### Provided records
-- -- --

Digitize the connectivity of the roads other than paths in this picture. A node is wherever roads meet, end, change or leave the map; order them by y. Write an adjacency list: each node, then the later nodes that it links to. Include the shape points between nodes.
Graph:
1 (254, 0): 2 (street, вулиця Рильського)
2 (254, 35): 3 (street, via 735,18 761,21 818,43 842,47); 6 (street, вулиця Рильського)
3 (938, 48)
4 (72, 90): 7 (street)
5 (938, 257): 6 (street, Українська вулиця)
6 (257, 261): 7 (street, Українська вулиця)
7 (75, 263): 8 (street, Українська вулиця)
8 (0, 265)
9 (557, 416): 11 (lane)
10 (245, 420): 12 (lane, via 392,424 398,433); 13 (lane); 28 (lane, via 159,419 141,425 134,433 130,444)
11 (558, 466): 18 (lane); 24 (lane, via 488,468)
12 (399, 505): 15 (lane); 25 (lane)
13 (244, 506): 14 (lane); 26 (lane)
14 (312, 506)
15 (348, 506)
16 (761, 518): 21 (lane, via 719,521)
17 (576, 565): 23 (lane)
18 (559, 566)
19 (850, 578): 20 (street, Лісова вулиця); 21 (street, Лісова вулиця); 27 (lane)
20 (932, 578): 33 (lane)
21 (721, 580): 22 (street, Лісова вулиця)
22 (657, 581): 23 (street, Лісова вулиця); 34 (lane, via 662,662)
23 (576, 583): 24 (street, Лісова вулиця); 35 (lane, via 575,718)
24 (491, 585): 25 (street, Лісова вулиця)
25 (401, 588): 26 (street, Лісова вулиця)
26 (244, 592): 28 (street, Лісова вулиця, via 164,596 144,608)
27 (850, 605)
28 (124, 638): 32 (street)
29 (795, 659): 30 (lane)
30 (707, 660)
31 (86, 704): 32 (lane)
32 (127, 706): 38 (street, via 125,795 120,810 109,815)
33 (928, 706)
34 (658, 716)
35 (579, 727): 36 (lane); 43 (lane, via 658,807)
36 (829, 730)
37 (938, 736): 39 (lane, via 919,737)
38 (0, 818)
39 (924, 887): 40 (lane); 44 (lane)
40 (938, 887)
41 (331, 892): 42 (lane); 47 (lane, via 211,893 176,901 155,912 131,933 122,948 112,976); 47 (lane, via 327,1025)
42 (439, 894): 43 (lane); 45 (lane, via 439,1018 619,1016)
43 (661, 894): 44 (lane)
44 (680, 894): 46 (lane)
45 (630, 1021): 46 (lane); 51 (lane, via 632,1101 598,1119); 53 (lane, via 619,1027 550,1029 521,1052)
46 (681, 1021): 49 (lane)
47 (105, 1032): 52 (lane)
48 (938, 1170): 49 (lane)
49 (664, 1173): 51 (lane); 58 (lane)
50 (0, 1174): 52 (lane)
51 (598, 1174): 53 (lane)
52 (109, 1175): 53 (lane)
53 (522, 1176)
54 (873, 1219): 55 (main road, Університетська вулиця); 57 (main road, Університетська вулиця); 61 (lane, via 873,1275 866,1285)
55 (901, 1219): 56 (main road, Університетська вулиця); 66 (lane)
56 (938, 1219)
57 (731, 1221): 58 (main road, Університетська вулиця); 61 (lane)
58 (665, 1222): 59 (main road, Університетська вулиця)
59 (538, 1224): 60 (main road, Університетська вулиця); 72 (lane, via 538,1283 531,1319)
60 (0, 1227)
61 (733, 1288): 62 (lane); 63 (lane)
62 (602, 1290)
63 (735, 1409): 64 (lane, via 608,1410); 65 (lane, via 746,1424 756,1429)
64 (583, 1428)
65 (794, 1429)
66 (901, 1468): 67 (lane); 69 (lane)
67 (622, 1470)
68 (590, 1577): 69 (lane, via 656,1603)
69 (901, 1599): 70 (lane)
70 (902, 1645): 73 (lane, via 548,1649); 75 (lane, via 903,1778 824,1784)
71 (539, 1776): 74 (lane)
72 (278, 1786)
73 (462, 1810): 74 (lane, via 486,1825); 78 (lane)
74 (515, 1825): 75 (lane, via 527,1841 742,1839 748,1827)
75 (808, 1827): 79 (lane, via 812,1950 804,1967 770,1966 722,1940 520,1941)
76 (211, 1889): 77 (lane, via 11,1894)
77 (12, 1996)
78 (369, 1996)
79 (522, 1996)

-- -- --

### What you have to do
Reproduce each of the records word for word.

### Result of this exercise
Digitize the connectivity of the roads other than paths in this picture. A node is wherever roads meet, end, change or leave the map; order them by y. Write an adjacency list: each node, then the later nodes that it links to. Include the shape points between nodes.
Graph:
1 (254, 0): 2 (street, вулиця Рильського)
2 (254, 35): 3 (street, via 735,18 761,21 818,43 842,47); 6 (street, вулиця Рильського)
3 (938, 48)
4 (72, 90): 7 (street)
5 (938, 257): 6 (street, Українська вулиця)
6 (257, 261): 7 (street, Українська вулиця)
7 (75, 263): 8 (street, Українська вулиця)
8 (0, 265)
9 (557, 416): 11 (lane)
10 (245, 420): 12 (lane, via 392,424 398,433); 13 (lane); 28 (lane, via 159,419 141,425 134,433 130,444)
11 (558, 466): 18 (lane); 24 (lane, via 488,468)
12 (399, 505): 15 (lane); 25 (lane)
13 (244, 506): 14 (lane); 26 (lane)
14 (312, 506)
15 (348, 506)
16 (761, 518): 21 (lane, via 719,521)
17 (576, 565): 23 (lane)
18 (559, 566)
19 (850, 578): 20 (street, Лісова вулиця); 21 (street, Лісова вулиця); 27 (lane)
20 (932, 578): 33 (lane)
21 (721, 580): 22 (street, Лісова вулиця)
22 (657, 581): 23 (street, Лісова вулиця); 34 (lane, via 662,662)
23 (576, 583): 24 (street, Лісова вулиця); 35 (lane, via 575,718)
24 (491, 585): 25 (street, Лісова вулиця)
25 (401, 588): 26 (street, Лісова вулиця)
26 (244, 592): 28 (street, Лісова вулиця, via 164,596 144,608)
27 (850, 605)
28 (124, 638): 32 (street)
29 (795, 659): 30 (lane)
30 (707, 660)
31 (86, 704): 32 (lane)
32 (127, 706): 38 (street, via 125,795 120,810 109,815)
33 (928, 706)
34 (658, 716)
35 (579, 727): 36 (lane); 43 (lane, via 658,807)
36 (829, 730)
37 (938, 736): 39 (lane, via 919,737)
38 (0, 818)
39 (924, 887): 40 (lane); 44 (lane)
40 (938, 887)
41 (331, 892): 42 (lane); 47 (lane, via 211,893 176,901 155,912 131,933 122,948 112,976); 47 (lane, via 327,1025)
42 (439, 894): 43 (lane); 45 (lane, via 439,1018 619,1016)
43 (661, 894): 44 (lane)
44 (680, 894): 46 (lane)
45 (630, 1021): 46 (lane); 51 (lane, via 632,1101 598,1119); 53 (lane, via 619,1027 550,1029 521,1052)
46 (681, 1021): 49 (lane)
47 (105, 1032): 52 (lane)
48 (938, 1170): 49 (lane)
49 (664, 1173): 51 (lane); 58 (lane)
50 (0, 1174): 52 (lane)
51 (598, 1174): 53 (lane)
52 (109, 1175): 53 (lane)
53 (522, 1176)
54 (873, 1219): 55 (main road, Університетська вулиця); 57 (main road, Університетська вулиця); 61 (lane, via 873,1275 866,1285)
55 (901, 1219): 56 (main road, Університетська вулиця); 66 (lane)
56 (938, 1219)
57 (731, 1221): 58 (main road, Університетська вулиця); 61 (lane)
58 (665, 1222): 59 (main road, Університетська вулиця)
59 (538, 1224): 60 (main road, Університетська вулиця); 72 (lane, via 538,1283 531,1319)
60 (0, 1227)
61 (733, 1288): 62 (lane); 63 (lane)
62 (602, 1290)
63 (735, 1409): 64 (lane, via 608,1410); 65 (lane, via 746,1424 756,1429)
64 (583, 1428)
65 (794, 1429)
66 (901, 1468): 67 (lane); 69 (lane)
67 (622, 1470)
68 (590, 1577): 69 (lane, via 656,1603)
69 (901, 1599): 70 (lane)
70 (902, 1645): 73 (lane, via 548,1649); 75 (lane, via 903,1778 824,1784)
71 (539, 1776): 74 (lane)
72 (278, 1786)
73 (462, 1810): 74 (lane, via 486,1825); 78 (lane)
74 (515, 1825): 75 (lane, via 527,1841 742,1839 748,1827)
75 (808, 1827): 79 (lane, via 812,1950 804,1967 770,1966 722,1940 520,1941)
76 (211, 1889): 77 (lane, via 11,1894)
77 (12, 1996)
78 (369, 1996)
79 (522, 1996)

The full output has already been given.